Mewat district (Urdu: ضِلع ميوات‎) (Hindi: मेवात जिला) is one of the 21 districts of Haryana state in northern India. The district was carved as the 20th district of Haryana from erstwhile Gurgaon and Hathin Block of Faridabad districts on 4 April 2005. though Hathin sub-division was shifted to new district Palwal in 2008. It is bounded by Gurgaon district on the north, Rewari district on the west and Faridabad and Palwal districts on the east. Nuh town is the headquarters of this district. The district occupies an area of 1859.61 km². The district has a population of 10,89,406 (2011 census). Mewat is populated by the Meos, who are agriculturalists.

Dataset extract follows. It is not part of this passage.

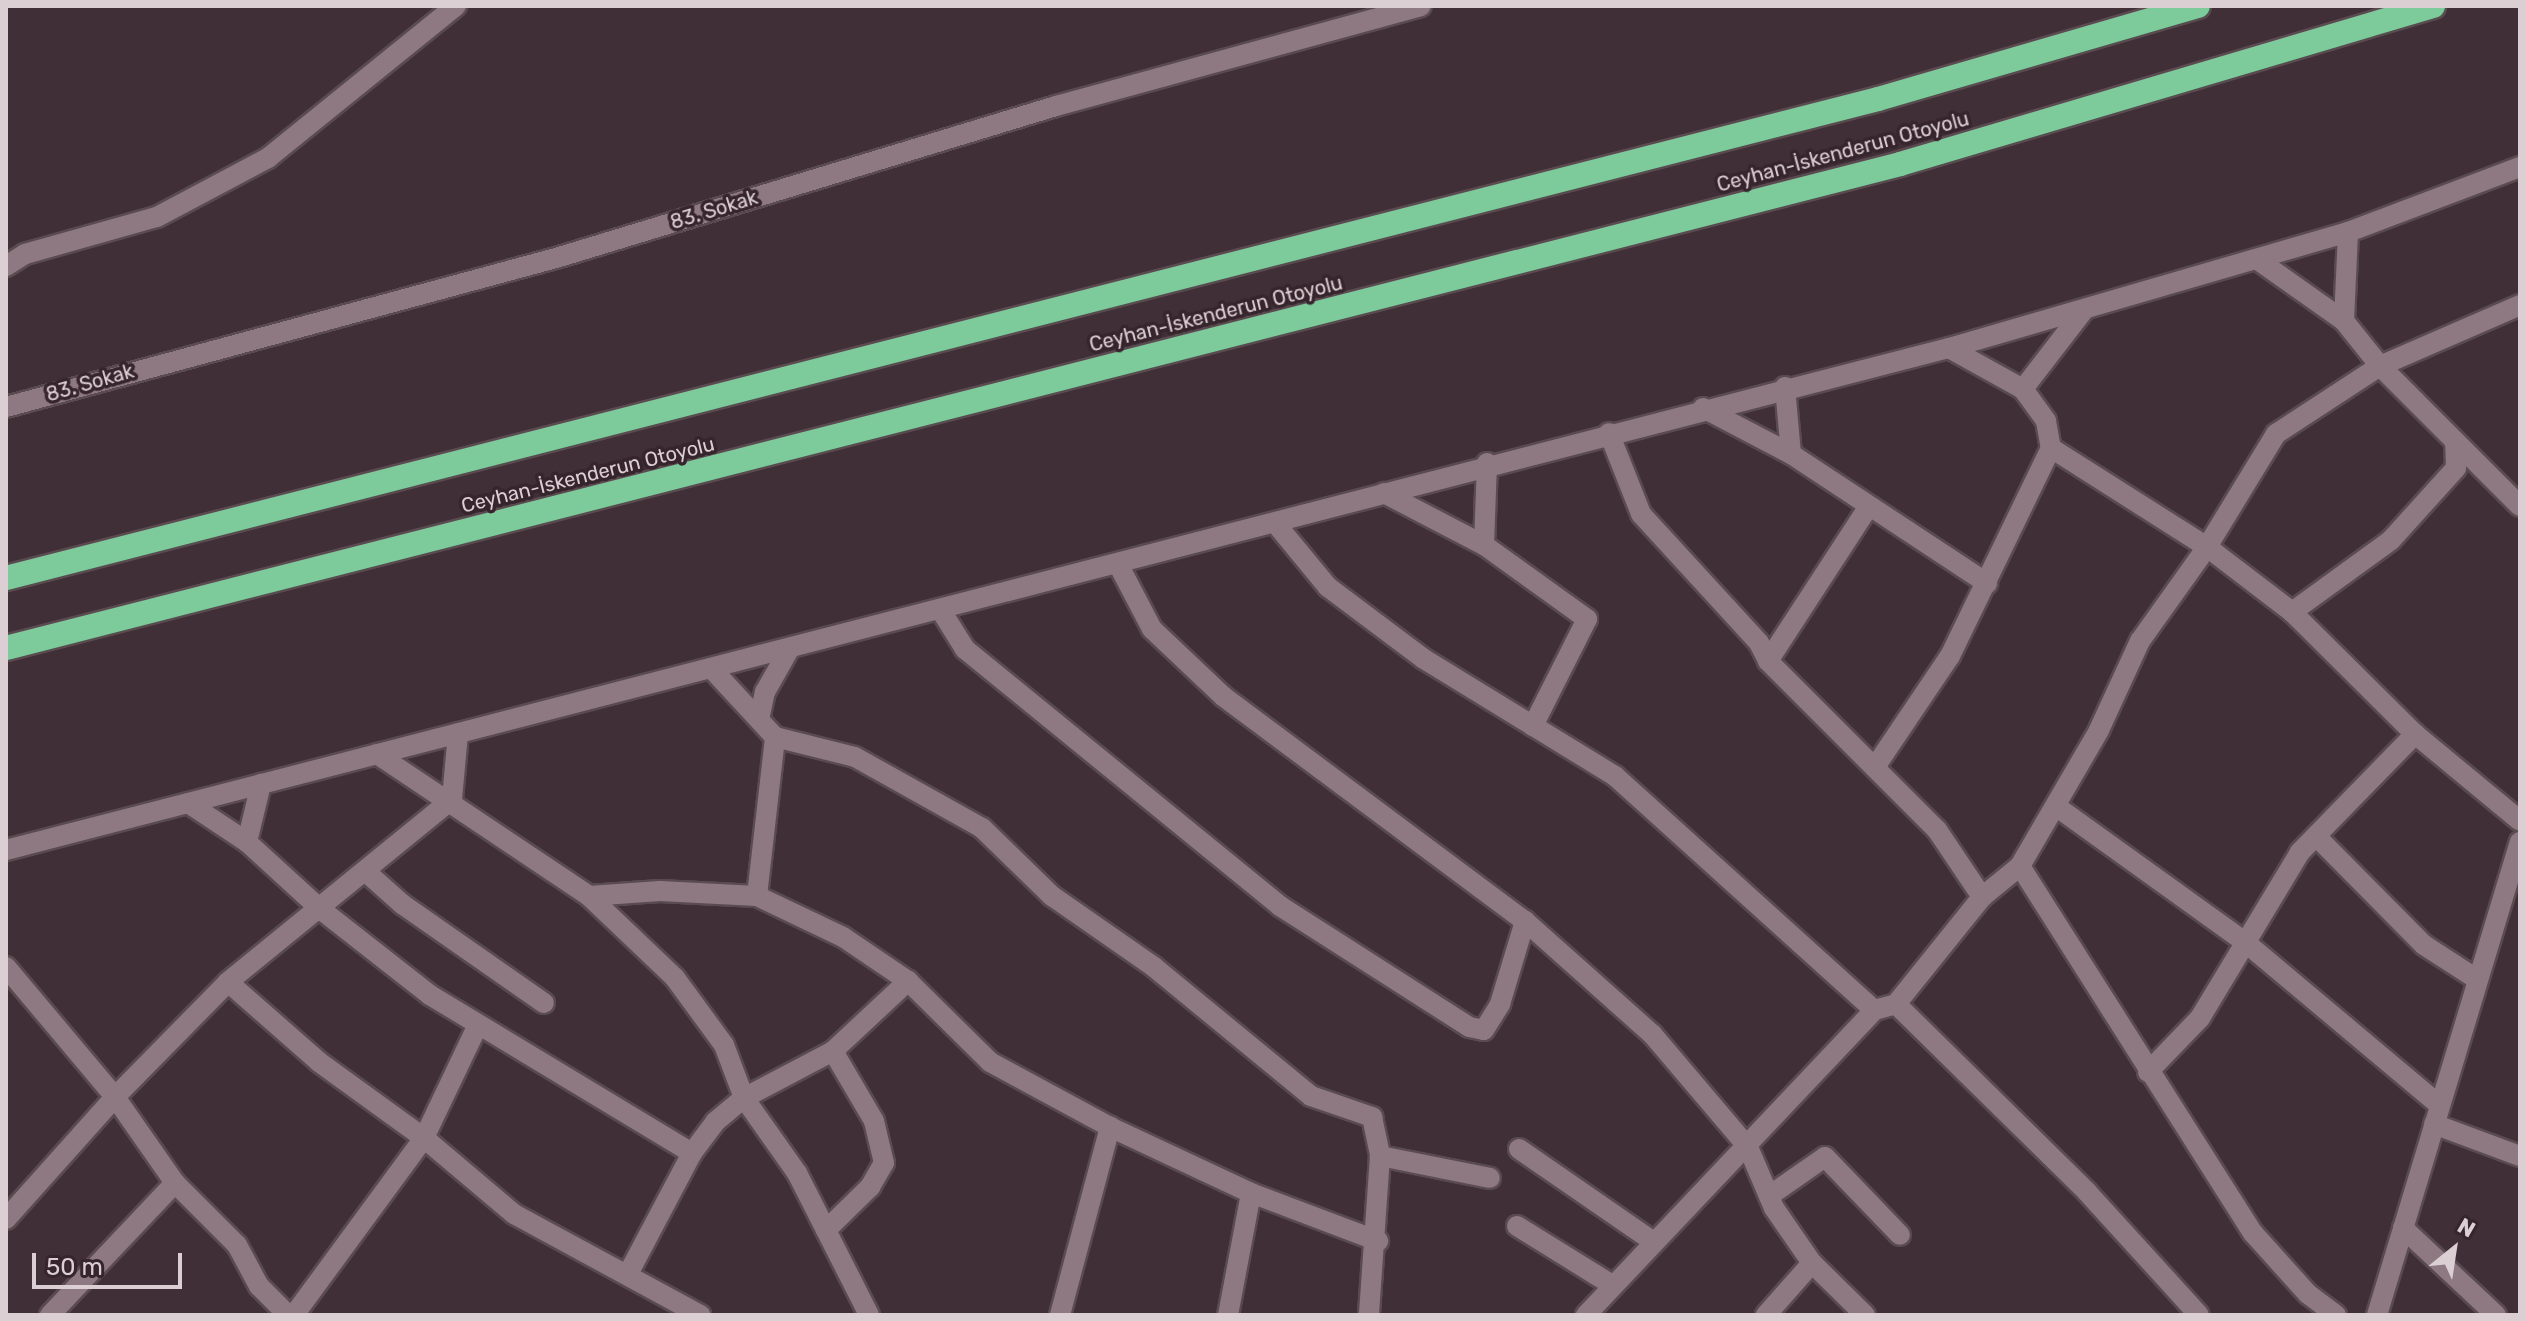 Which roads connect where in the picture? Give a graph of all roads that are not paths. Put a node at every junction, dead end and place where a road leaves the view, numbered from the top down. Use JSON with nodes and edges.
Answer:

Mewat district was carved from erstwhile Gurgoan and Hathin sub-division of Faridabad district and came into existence on 4 April 2005 as the 20th district of the Haryana State. After the formation of Palwal district, Hathin sub-division was transferred to Palwal district. Nuh town is Mewat district's headquarters. The district comprises Nuh, Taoru, Nagina, Firozpur Jhirka and Punhana blocks, 431 villages and 297 panchayats. There were 512 villages and 365 panchayats in Mewat district before Hathin Block was transferred to Palwal district.

Indor Fort[edit]

The old fort of Indor, one of the strongholds of the Khanzada chiefs of Mewat, is situated on the hill range which forms the boundary between the Alwar territory and the Gurgaon district.
Inscriptions of King Bahadur Khan Nahar, Mewatpatti and Firuz Shah Tughlaq, Delhi's Emperor

The Indor Fort is a lesser known fort in a forgotten small village called Indor (not to be confused with the big city of Indore in the state of Madhya Pradesh) on border of Haryana and Rajasthan. It is technically in Haryana's Mewat district and lied near Nuh. Indor village lies in Alwar district of Rajasthan but the Indor Fort on the hill itself lies within Haryana state. But it is on other side of hill and access is from Rajasthan. It is bigger than Tughlaqabad Fort of Delhi and has marvelous breathtaking architecture. It is located here on the map.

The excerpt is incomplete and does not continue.